++++ MATERIAL SUPPLIED
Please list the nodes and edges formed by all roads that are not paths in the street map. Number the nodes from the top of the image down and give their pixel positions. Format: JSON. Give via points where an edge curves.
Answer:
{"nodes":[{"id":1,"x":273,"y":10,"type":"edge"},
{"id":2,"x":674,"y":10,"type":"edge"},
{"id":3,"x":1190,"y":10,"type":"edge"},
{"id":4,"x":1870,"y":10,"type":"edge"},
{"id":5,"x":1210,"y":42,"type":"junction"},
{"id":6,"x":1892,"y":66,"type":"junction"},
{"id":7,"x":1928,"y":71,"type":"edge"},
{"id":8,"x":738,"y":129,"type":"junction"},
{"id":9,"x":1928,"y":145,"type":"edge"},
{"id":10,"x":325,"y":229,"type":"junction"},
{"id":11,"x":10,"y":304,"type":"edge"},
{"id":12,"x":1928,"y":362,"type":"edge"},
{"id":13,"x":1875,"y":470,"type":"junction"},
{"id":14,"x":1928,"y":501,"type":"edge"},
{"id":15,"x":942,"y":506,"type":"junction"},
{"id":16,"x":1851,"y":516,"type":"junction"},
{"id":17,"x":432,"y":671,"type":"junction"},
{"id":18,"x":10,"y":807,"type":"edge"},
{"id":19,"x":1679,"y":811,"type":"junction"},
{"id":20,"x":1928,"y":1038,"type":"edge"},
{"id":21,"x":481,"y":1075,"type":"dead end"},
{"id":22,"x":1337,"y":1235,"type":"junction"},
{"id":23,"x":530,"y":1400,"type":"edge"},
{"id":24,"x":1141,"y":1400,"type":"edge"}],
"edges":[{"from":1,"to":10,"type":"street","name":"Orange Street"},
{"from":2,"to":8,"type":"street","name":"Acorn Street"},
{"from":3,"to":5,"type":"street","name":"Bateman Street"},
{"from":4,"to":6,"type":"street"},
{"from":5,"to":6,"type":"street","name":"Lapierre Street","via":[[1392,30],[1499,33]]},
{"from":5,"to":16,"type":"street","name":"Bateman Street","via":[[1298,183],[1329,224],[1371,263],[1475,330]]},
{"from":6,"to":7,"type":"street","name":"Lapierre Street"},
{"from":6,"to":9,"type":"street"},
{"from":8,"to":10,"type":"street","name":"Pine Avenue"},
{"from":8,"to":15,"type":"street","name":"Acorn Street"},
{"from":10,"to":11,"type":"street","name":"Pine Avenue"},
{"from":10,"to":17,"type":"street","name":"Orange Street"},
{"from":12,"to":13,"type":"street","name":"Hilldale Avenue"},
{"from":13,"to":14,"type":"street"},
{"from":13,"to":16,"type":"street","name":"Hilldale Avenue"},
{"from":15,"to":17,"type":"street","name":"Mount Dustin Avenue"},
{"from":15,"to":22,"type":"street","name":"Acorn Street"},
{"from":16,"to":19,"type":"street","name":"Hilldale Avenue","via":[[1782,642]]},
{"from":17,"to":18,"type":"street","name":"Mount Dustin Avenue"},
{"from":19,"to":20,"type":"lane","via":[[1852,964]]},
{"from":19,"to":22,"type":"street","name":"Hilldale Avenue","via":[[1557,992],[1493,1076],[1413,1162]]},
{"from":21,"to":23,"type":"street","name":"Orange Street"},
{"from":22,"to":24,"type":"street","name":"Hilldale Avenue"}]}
++++++++
EXERCISE BRIEF:
Each line of the material should be duplicated exactly, please.

REPLY:
Please list the nodes and edges formed by all roads that are not paths in the street map. Number the nodes from the top of the image down and give their pixel positions. Format: JSON. Give via points where an edge curves.
Answer:
{"nodes":[{"id":1,"x":273,"y":10,"type":"edge"},
{"id":2,"x":674,"y":10,"type":"edge"},
{"id":3,"x":1190,"y":10,"type":"edge"},
{"id":4,"x":1870,"y":10,"type":"edge"},
{"id":5,"x":1210,"y":42,"type":"junction"},
{"id":6,"x":1892,"y":66,"type":"junction"},
{"id":7,"x":1928,"y":71,"type":"edge"},
{"id":8,"x":738,"y":129,"type":"junction"},
{"id":9,"x":1928,"y":145,"type":"edge"},
{"id":10,"x":325,"y":229,"type":"junction"},
{"id":11,"x":10,"y":304,"type":"edge"},
{"id":12,"x":1928,"y":362,"type":"edge"},
{"id":13,"x":1875,"y":470,"type":"junction"},
{"id":14,"x":1928,"y":501,"type":"edge"},
{"id":15,"x":942,"y":506,"type":"junction"},
{"id":16,"x":1851,"y":516,"type":"junction"},
{"id":17,"x":432,"y":671,"type":"junction"},
{"id":18,"x":10,"y":807,"type":"edge"},
{"id":19,"x":1679,"y":811,"type":"junction"},
{"id":20,"x":1928,"y":1038,"type":"edge"},
{"id":21,"x":481,"y":1075,"type":"dead end"},
{"id":22,"x":1337,"y":1235,"type":"junction"},
{"id":23,"x":530,"y":1400,"type":"edge"},
{"id":24,"x":1141,"y":1400,"type":"edge"}],
"edges":[{"from":1,"to":10,"type":"street","name":"Orange Street"},
{"from":2,"to":8,"type":"street","name":"Acorn Street"},
{"from":3,"to":5,"type":"street","name":"Bateman Street"},
{"from":4,"to":6,"type":"street"},
{"from":5,"to":6,"type":"street","name":"Lapierre Street","via":[[1392,30],[1499,33]]},
{"from":5,"to":16,"type":"street","name":"Bateman Street","via":[[1298,183],[1329,224],[1371,263],[1475,330]]},
{"from":6,"to":7,"type":"street","name":"Lapierre Street"},
{"from":6,"to":9,"type":"street"},
{"from":8,"to":10,"type":"street","name":"Pine Avenue"},
{"from":8,"to":15,"type":"street","name":"Acorn Street"},
{"from":10,"to":11,"type":"street","name":"Pine Avenue"},
{"from":10,"to":17,"type":"street","name":"Orange Street"},
{"from":12,"to":13,"type":"street","name":"Hilldale Avenue"},
{"from":13,"to":14,"type":"street"},
{"from":13,"to":16,"type":"street","name":"Hilldale Avenue"},
{"from":15,"to":17,"type":"street","name":"Mount Dustin Avenue"},
{"from":15,"to":22,"type":"street","name":"Acorn Street"},
{"from":16,"to":19,"type":"street","name":"Hilldale Avenue","via":[[1782,642]]},
{"from":17,"to":18,"type":"street","name":"Mount Dustin Avenue"},
{"from":19,"to":20,"type":"lane","via":[[1852,964]]},
{"from":19,"to":22,"type":"street","name":"Hilldale Avenue","via":[[1557,992],[1493,1076],[1413,1162]]},
{"from":21,"to":23,"type":"street","name":"Orange Street"},
{"from":22,"to":24,"type":"street","name":"Hilldale Avenue"}]}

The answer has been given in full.